Exercise prompt — In the entries that follow, the lines from the one with "display:flex; align-items:center; gap:24px;" through the one with "display:flex; gap:14px; margin-top:auto;" are the ones to write out, exactly and with both ends included. Nothing else should appear.

Information —
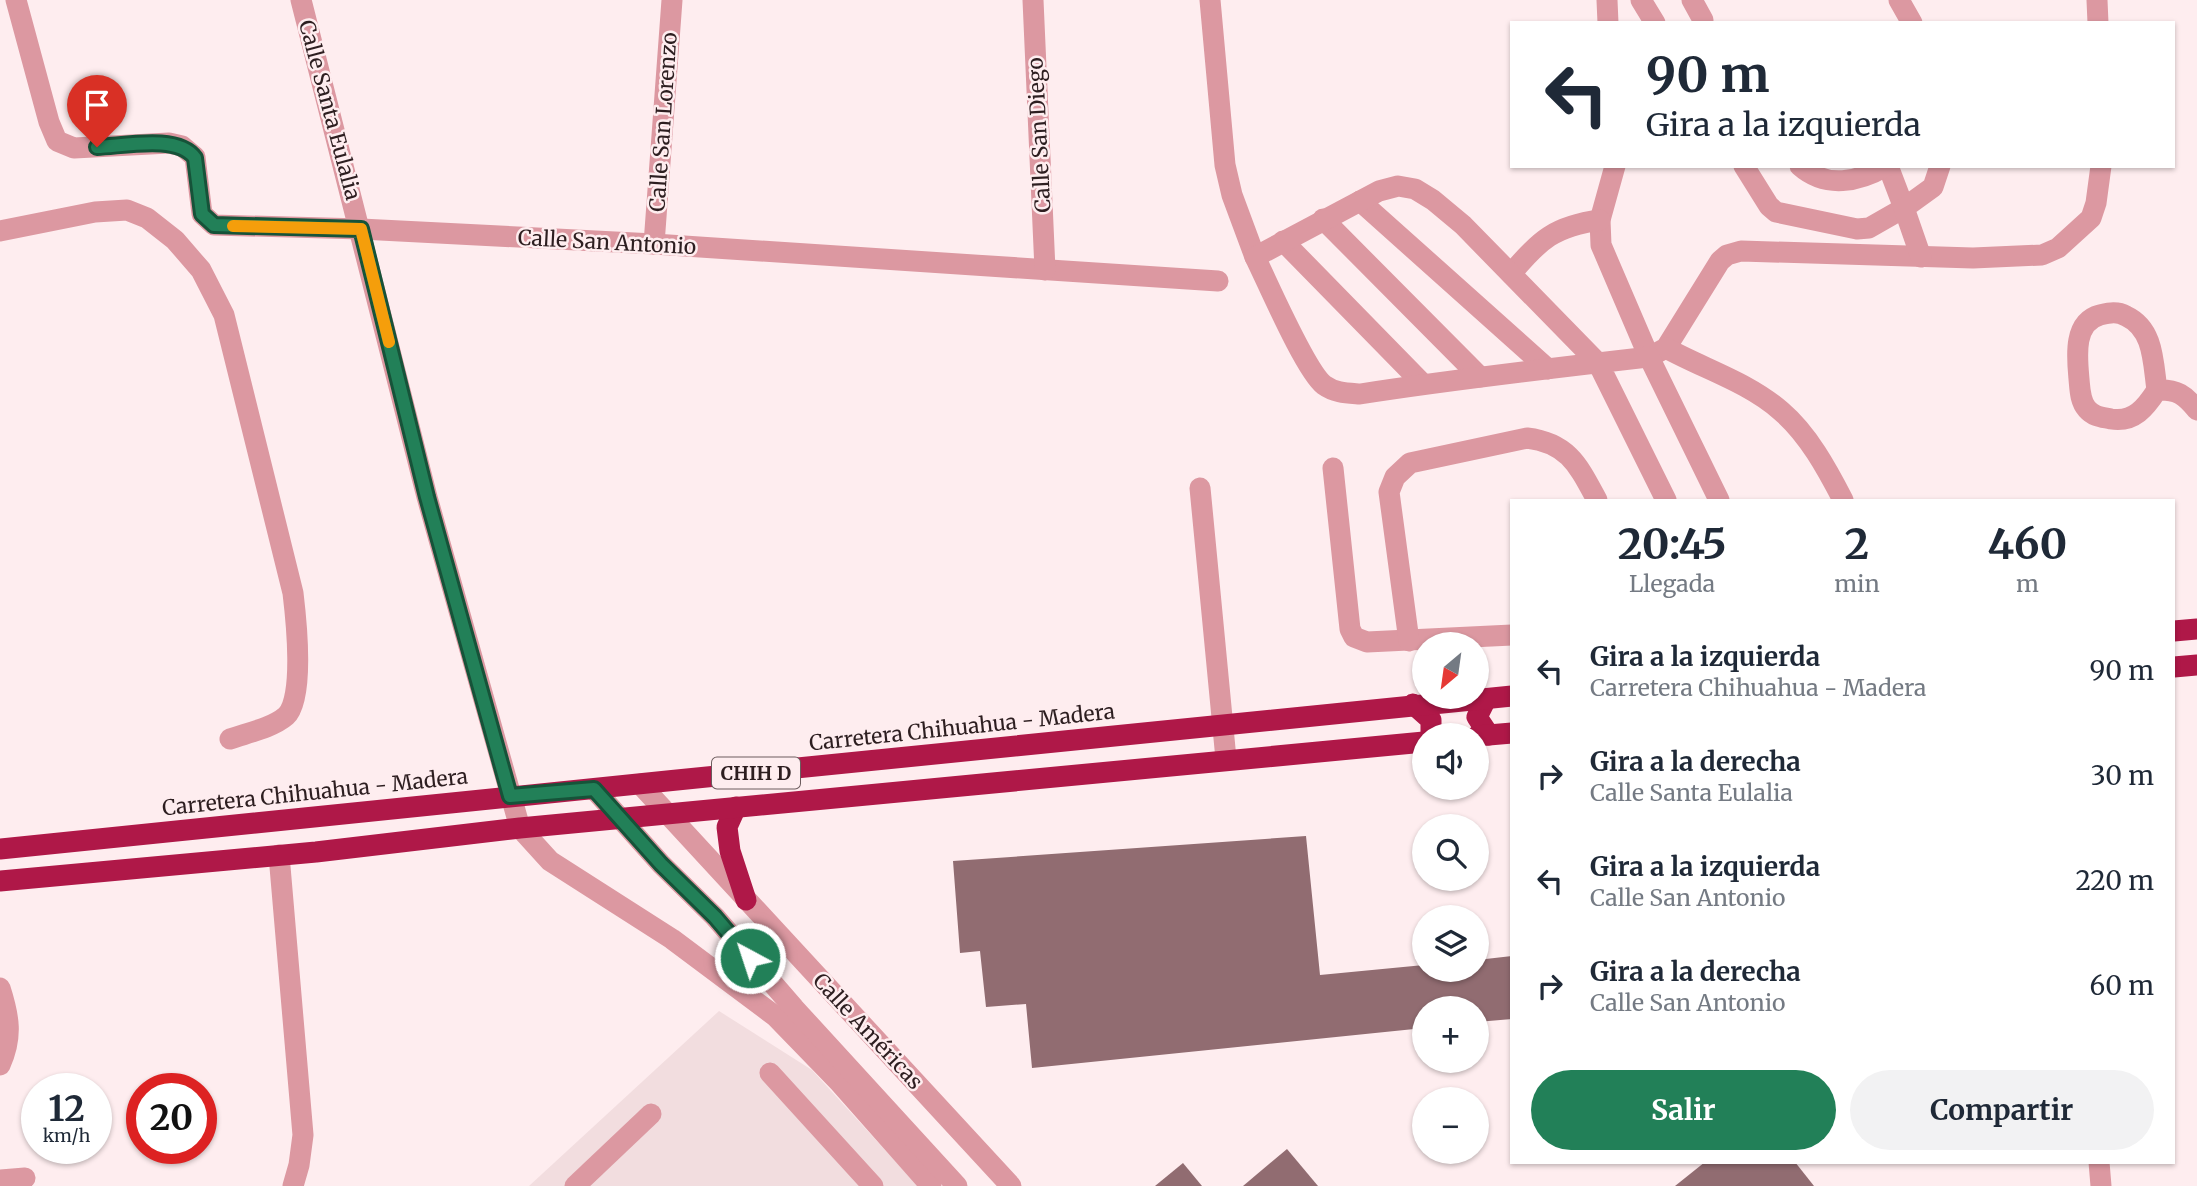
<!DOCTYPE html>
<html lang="es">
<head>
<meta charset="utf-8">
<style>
  body { margin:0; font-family:Merriweather,serif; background:#f2f2f3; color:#1f2937; height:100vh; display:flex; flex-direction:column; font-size:26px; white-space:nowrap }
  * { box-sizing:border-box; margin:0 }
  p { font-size:23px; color:#747a83 }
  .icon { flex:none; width:38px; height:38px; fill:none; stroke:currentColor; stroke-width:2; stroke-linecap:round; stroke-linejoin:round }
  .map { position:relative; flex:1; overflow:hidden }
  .drawer { position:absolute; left:1510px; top:499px; width:665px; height:665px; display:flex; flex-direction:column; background:#fff; border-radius:0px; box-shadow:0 2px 5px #0004 }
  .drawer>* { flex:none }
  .hud { position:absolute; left:1510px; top:21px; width:665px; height:147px; border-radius:0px; box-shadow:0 2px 5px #0004; background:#fff; color:#1f2937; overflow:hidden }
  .needle { width:46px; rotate:209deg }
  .fabs { position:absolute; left:1412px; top:632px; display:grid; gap:14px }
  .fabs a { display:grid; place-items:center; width:77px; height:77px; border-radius:50%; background:#fff; box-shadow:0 2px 5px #0004; font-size:35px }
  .speed { position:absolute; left:21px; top:1073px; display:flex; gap:14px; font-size:35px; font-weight:700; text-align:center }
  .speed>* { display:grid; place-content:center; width:91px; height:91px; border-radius:50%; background:#fff; box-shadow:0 2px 5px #0004; line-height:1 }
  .speed small { font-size:18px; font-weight:400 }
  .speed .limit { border:10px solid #d22; background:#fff; color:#111 }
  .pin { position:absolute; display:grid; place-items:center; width:60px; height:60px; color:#fff; margin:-72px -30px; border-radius:50% 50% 50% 0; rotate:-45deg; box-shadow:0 0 7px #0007 }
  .pin .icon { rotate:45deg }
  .me { position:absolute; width:77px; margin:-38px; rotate:320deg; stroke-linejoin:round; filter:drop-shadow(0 0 5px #0008) }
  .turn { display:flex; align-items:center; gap:24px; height:147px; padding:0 21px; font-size:32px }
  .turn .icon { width:91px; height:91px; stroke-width:2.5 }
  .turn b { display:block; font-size:49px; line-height:60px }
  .eta { display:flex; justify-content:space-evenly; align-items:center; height:119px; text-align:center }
  .eta b { font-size:42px; font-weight:700; line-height:49px }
  .button { display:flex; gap:14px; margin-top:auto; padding:14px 21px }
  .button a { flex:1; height:80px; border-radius:42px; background:#228058; color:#fff; font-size:28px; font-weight:700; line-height:80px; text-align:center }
  .button a+a { background:#f2f2f3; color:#1f2937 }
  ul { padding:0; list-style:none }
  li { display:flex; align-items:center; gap:21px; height:105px; padding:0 21px }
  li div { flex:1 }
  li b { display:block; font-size:26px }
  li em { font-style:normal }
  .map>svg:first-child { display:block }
</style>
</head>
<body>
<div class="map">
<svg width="2197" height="1186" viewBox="0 0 2197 1186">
  <rect width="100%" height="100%" fill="#feedef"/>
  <path fill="#f2dddf" d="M719,1011L812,1070L918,1186H529Z"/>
  <g fill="#916c71">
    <path d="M1306,836L1320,975L1424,965V970H1477V960L1512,956V1019L1477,1022V1008H1424V1028L1032,1068L1026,1004L986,1007L980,951L960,953L953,861Z"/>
    <path d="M1287,1149L1318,1186H1243Z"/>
    <path d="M1705,1162H1795L1814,1186H1675Z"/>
    <path d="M1183,1163L1202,1186H1155Z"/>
  </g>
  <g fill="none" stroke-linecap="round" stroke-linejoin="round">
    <g stroke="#dc98a1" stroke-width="21">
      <path d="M16,0L49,122L57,141L74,148L169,143L182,146L195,157L202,214L214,225L361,229L654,244L1218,281"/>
      <path d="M301,0L427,497L520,828L550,861L672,939L775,1016L840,1083L931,1186"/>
      <path d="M1033,0L1045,270"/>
      <path d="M1210,0L1225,165L1232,195L1255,257"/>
      <path d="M1607,0L1608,23"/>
      <path d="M1641,0L1655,23"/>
      <path d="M1692,0L1703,20"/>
      <path d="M1899,0L1912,23"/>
      <path d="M2097,0L2098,23"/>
      <path d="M1615,166L1600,220L1601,245L1649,357L1666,348L1720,261L1727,255L1741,251L1973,258L2042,255L2058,248L2091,218L2096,203L2101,166"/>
      <path d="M1744,166L1769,206L1776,212L1857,229L1869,228L1904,208L1888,166"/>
      <path d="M1800,166C1826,189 1859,182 1886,166"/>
      <path d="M1360,201L1548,369"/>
      <path d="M1323,219L1480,377"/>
      <path d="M0,231L95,212L127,210L147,218L175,240L201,270L224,315L293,593C296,618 305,699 286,716C272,728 247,733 230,739"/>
      <path d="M1283,241L1423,384"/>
      <path d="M654,244L672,0"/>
      <path d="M1921,257L1904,208L1933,187L1940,166"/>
      <path d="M1511,274C1539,240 1555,226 1600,220"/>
      <path d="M1666,348C1704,369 1748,382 1781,411C1808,434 1827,469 1843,500"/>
      <path d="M2157,390C2146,407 2134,423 2111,419C2102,417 2094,417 2087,409C2080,401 2080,390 2079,379C2077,357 2073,322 2100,315C2109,313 2117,311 2126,316C2154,329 2153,362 2157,390C2177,389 2185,395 2197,410"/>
      <path d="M1333,468L1350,629L1354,637L1367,642L1512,635"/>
      <path d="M1200,488L1226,759"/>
      <path d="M1666,500L1598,363L1463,225L1433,200L1415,189L1398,186L1379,191L1255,257C1268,283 1305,370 1324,385C1335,393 1347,393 1360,394C1456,379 1553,368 1649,357L1719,500"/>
      <path d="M1409,641L1389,492L1395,477L1410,463L1527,438C1569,443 1579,467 1597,500"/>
      <path d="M640,784L1011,1186"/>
      <path d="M594,789L661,864L715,917L794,1008L957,1186"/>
      <path d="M279,855L303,1135L299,1165L293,1186"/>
      <path d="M0,988C9,1016 13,1037 0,1065"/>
      <path d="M770,1073L873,1186"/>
      <path d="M2099,1162L2101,1186"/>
      <path d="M0,1180L25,1178"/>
      <path d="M575,1186L651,1114"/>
    </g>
    <g stroke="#af1848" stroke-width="21">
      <path d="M2174,631L2197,629"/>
      <path d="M2174,667L2197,665"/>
      <path d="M1486,699L1477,717L1489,735"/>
      <path d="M1413,704L1431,720V735"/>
      <path d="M1477,736L1512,733"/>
      <path d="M736,807L727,827L730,851L746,900"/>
      <path d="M0,849C504,800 1008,743 1512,696"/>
      <path d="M0,881L316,852L520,828L1424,742"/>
    </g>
  </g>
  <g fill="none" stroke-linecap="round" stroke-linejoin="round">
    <g stroke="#165339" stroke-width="18">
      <path id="route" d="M97,147C124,146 178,134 195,158L202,214L214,225L361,229L427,497L510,796L594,789L661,864L715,917L750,958"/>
    </g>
    <use href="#route" stroke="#228058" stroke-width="12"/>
    <path stroke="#f59e0b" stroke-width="12" d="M233,226L361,229L389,342"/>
  </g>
  <g text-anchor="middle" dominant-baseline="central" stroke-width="5" stroke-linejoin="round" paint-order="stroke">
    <rect fill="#feedef" stroke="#6c5c5e" stroke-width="2" x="712" y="757.5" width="88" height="31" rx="5"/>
    <g font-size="19" font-weight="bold" fill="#2d1e20">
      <text x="756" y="773">CHIH D</text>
    </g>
    <g font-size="21" fill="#2d1e20" stroke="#feedef">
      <text transform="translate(330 110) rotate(75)">Calle Santa Eulalia</text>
      <text transform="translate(663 122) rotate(-86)">Calle San Lorenzo</text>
      <text transform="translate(1039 135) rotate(-93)">Calle San Diego</text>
      <text transform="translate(607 242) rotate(3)">Calle San Antonio</text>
      <text transform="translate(962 727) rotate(-6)">Carretera Chihuahua - Madera</text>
      <text transform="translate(315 792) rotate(-6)">Carretera Chihuahua - Madera</text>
      <text transform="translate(868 1031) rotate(47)">Calle Américas</text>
    </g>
  </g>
</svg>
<div class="fabs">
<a><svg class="needle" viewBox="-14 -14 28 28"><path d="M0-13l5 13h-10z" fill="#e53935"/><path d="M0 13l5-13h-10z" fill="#747a83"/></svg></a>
<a><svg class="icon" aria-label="sound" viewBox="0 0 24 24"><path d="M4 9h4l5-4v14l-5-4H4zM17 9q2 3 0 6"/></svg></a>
<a><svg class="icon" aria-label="search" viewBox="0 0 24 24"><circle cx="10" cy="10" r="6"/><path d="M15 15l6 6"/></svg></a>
<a><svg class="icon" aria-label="layers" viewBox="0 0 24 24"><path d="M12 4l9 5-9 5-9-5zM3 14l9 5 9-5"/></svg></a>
<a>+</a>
<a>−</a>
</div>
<div class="speed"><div>12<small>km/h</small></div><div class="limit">20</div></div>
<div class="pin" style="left:97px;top:147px;background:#d93025"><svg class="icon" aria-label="arrive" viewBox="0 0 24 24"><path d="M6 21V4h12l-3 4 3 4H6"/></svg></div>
<svg class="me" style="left:750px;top:958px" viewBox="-20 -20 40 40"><circle r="17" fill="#228058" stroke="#fff" stroke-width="3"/><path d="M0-11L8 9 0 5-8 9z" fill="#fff"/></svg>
<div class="hud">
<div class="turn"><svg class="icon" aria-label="left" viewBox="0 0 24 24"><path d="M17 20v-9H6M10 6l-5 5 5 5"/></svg><div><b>90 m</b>Gira a la izquierda</div></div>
</div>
<section class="drawer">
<div class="eta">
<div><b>20:45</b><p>Llegada</p></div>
<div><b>2</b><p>min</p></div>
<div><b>460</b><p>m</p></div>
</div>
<ul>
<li><svg class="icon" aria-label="left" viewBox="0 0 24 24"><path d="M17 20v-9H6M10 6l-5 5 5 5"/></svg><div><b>Gira a la izquierda</b><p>Carretera Chihuahua - Madera</p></div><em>90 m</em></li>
<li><svg class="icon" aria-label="right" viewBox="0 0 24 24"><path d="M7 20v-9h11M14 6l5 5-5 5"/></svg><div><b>Gira a la derecha</b><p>Calle Santa Eulalia</p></div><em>30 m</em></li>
<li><svg class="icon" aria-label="left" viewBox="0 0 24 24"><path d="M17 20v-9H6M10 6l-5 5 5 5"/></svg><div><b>Gira a la izquierda</b><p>Calle San Antonio</p></div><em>220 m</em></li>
<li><svg class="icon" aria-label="right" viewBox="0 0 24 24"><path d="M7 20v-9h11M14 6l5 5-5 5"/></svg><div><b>Gira a la derecha</b><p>Calle San Antonio</p></div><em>60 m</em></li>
</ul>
<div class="button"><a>Salir</a><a>Compartir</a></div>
</section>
</div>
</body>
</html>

Task output —
  .turn { display:flex; align-items:center; gap:24px; height:147px; padding:0 21px; font-size:32px }
  .turn .icon { width:91px; height:91px; stroke-width:2.5 }
  .turn b { display:block; font-size:49px; line-height:60px }
  .eta { display:flex; justify-content:space-evenly; align-items:center; height:119px; text-align:center }
  .eta b { font-size:42px; font-weight:700; line-height:49px }
  .button { display:flex; gap:14px; margin-top:auto; padding:14px 21px }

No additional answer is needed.